Price when reviewed: £216 (£254 inc VAT)

Overall Rating
3 stars out of 6

Features & Design
4 stars out of 6

Value for Money
3 stars out of 6

Image Quality
3 stars out of 6

We’ve seen a number of 22in multitouch monitors recently, and Acer’s first attempt ups the size to 23in. Like most, it uses an optical touch system that works well with minimal setup. Just connect it to your PC via USB and Windows 7 handles the rest in seconds. The panel offers a Full HD 1,920 x 1,080 resolution and a quick 2ms response time, so it has the potential to be a good all-rounder.

The multitouch detection was good enough to have us spinning and zooming photos with ease, and customisable gestures helped greatly when browsing web pages. It didn’t pick up too many obvious fingerprints during testing, and the protective coating on the panel wasn’t overly reflective under the glare of our Labs’ fluorescent lights.

The T230H has a large, slightly plasticky, frame with wide feet and a thick, sturdy neck, so it doesn’t flinch too much under each prod. The screen is height-adjustable and tilts back slightly, although not enough to use comfortably from above. It’s a matter of preference, but the potential of the touch interface feels a little restricted by the inability to push it all the way back and stand over it, as you can with the Medion Akoya E54009. Sitting and prodding horizontally tires the arms surprisingly quickly.

Alas, the quality of the panel itself also leaves much to be desired. At its default settings it’s so washed out it’s almost unusable on any of the preset screen modes. We had to switch to User colour and lower all three channels before also reducing the brightness and contrast to bring out low tones in the bleached test images. Even then the black level wasn’t deep enough to lend any real atmosphere or depth to photos and video.
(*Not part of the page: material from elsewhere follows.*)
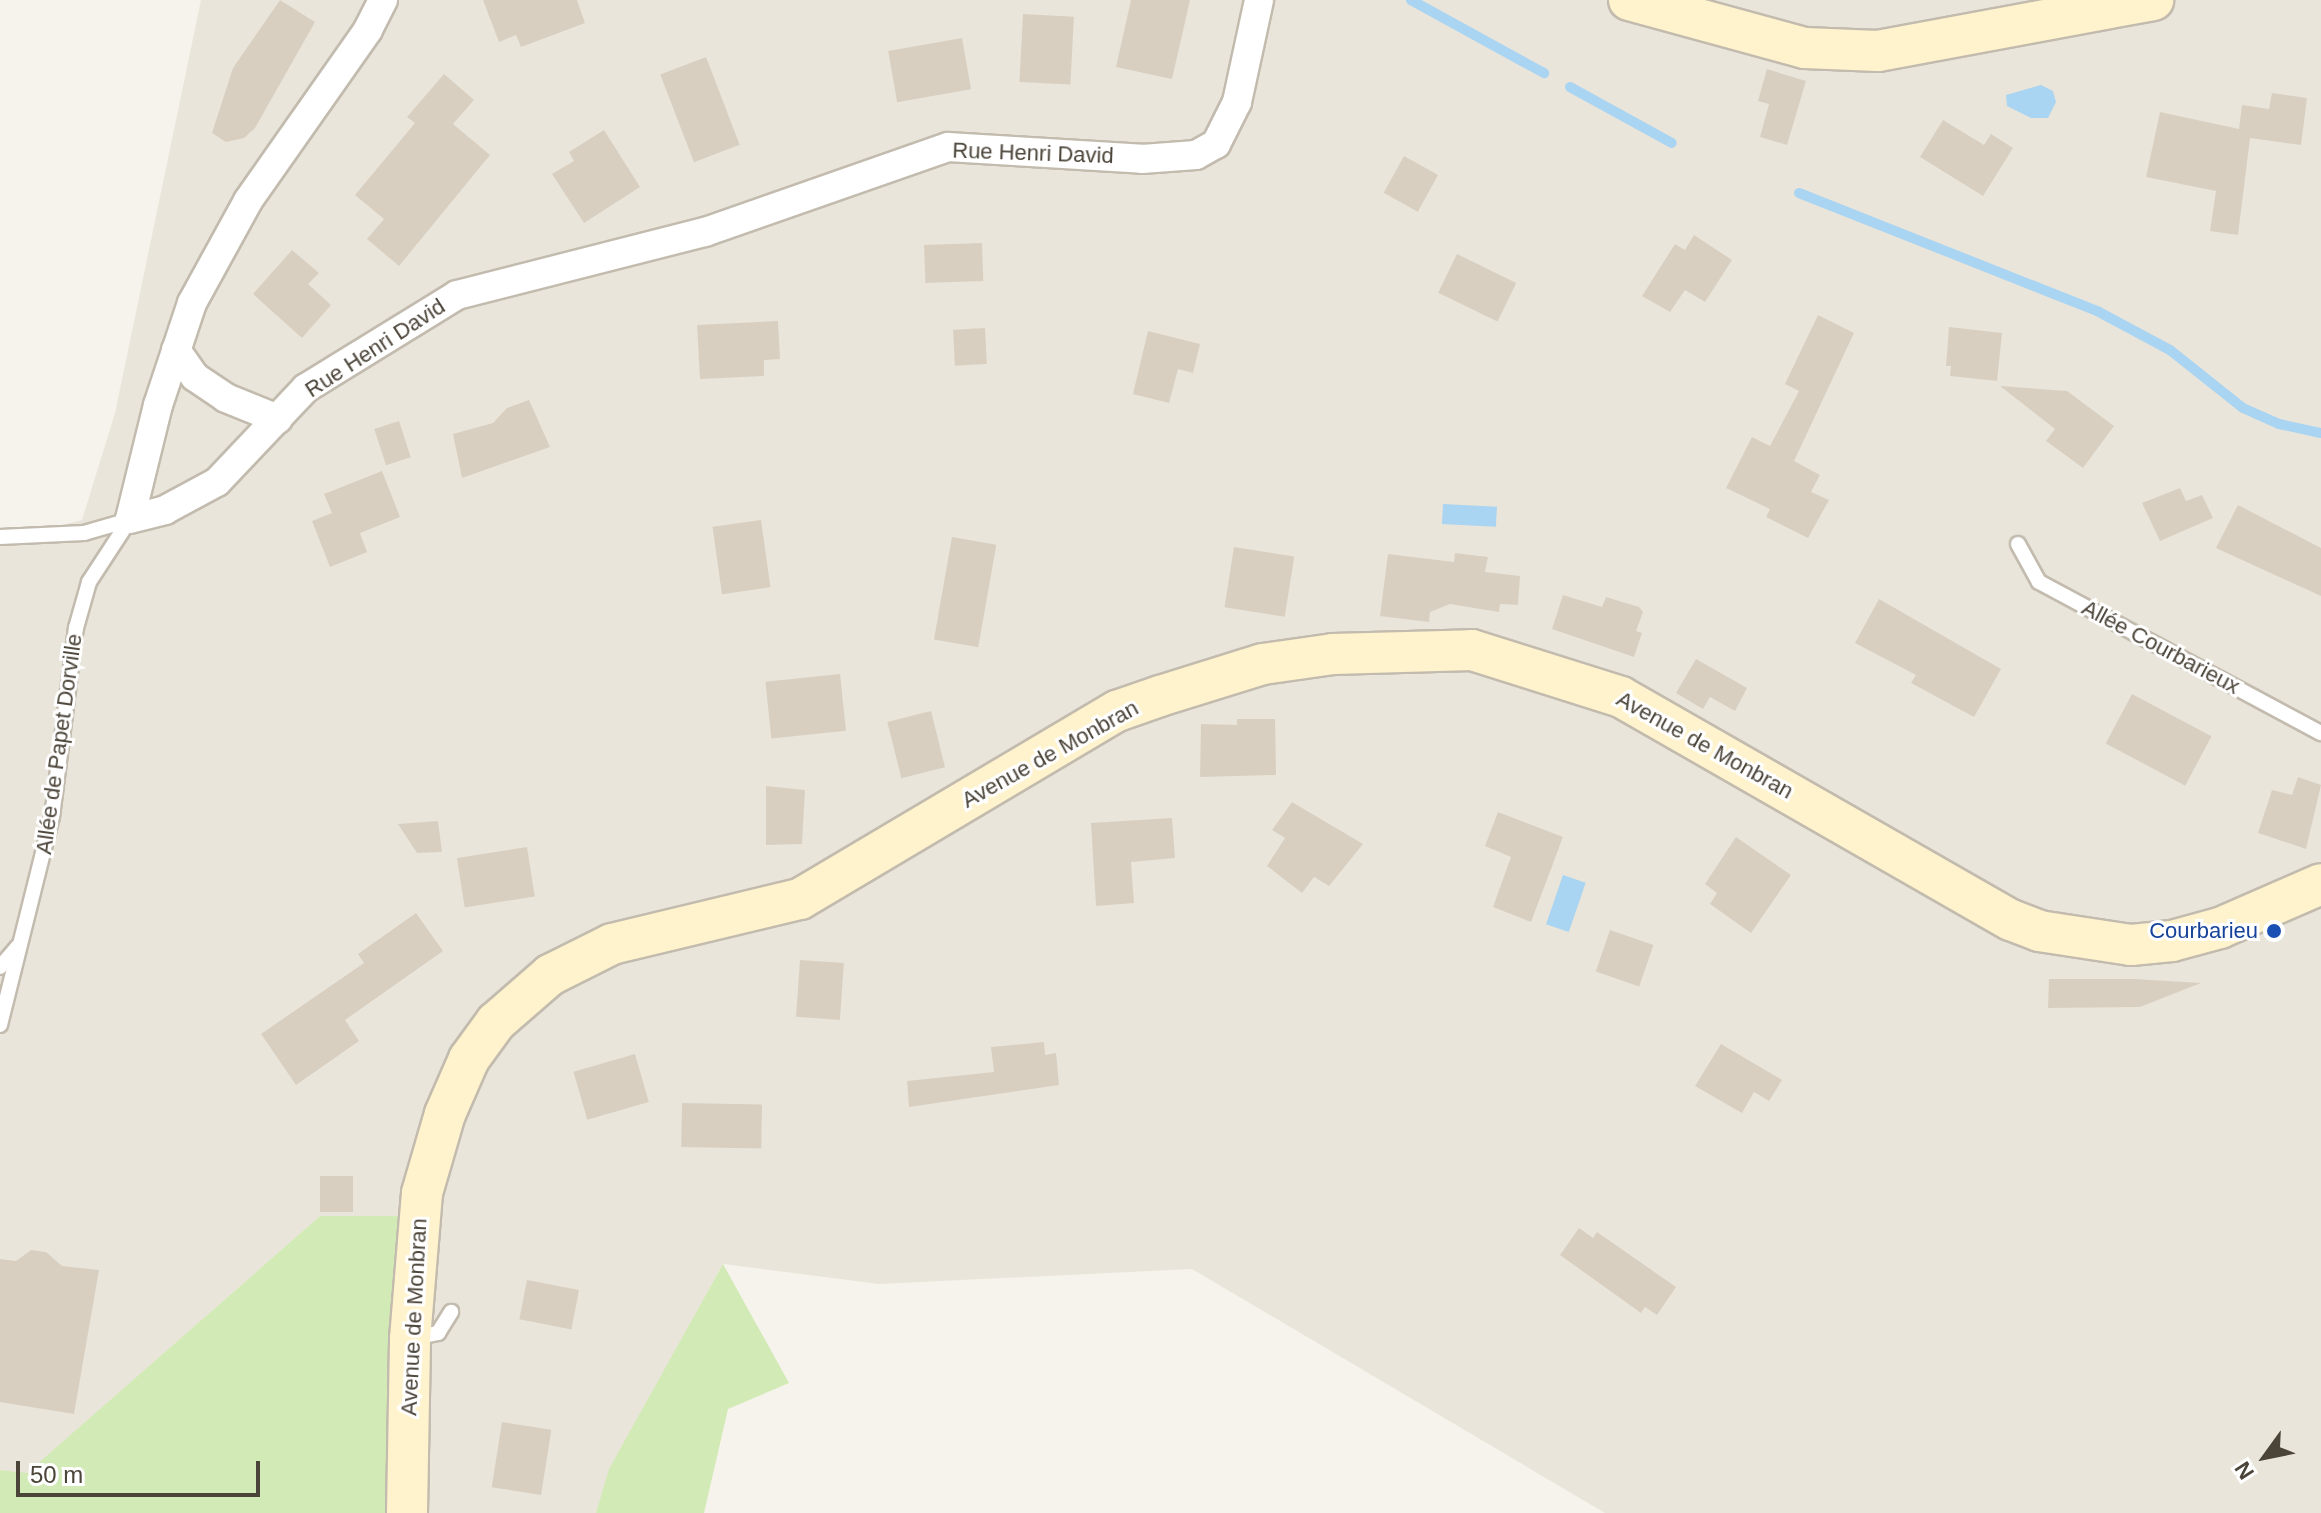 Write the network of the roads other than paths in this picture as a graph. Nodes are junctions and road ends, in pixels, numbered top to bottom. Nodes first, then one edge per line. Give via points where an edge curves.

Gradients weren’t particularly even from black to white and showed stepping in places, and all these tweaks to the settings left the colours inevitably muted. That’s not to say they were bad – our tinting tests showed no issues and our test photos looked like slightly paler versions of the real things – but recent touchscreen panels have done a far better job of retaining quality.

The T230H is a little disappointing in use, and the price doesn’t salvage things. At £216 exc VAT it’s cheaper than the flexible Medion, but for around the same price you can get your hands on Iiyama’s T2250MTS, and that’s a superior all-round monitor.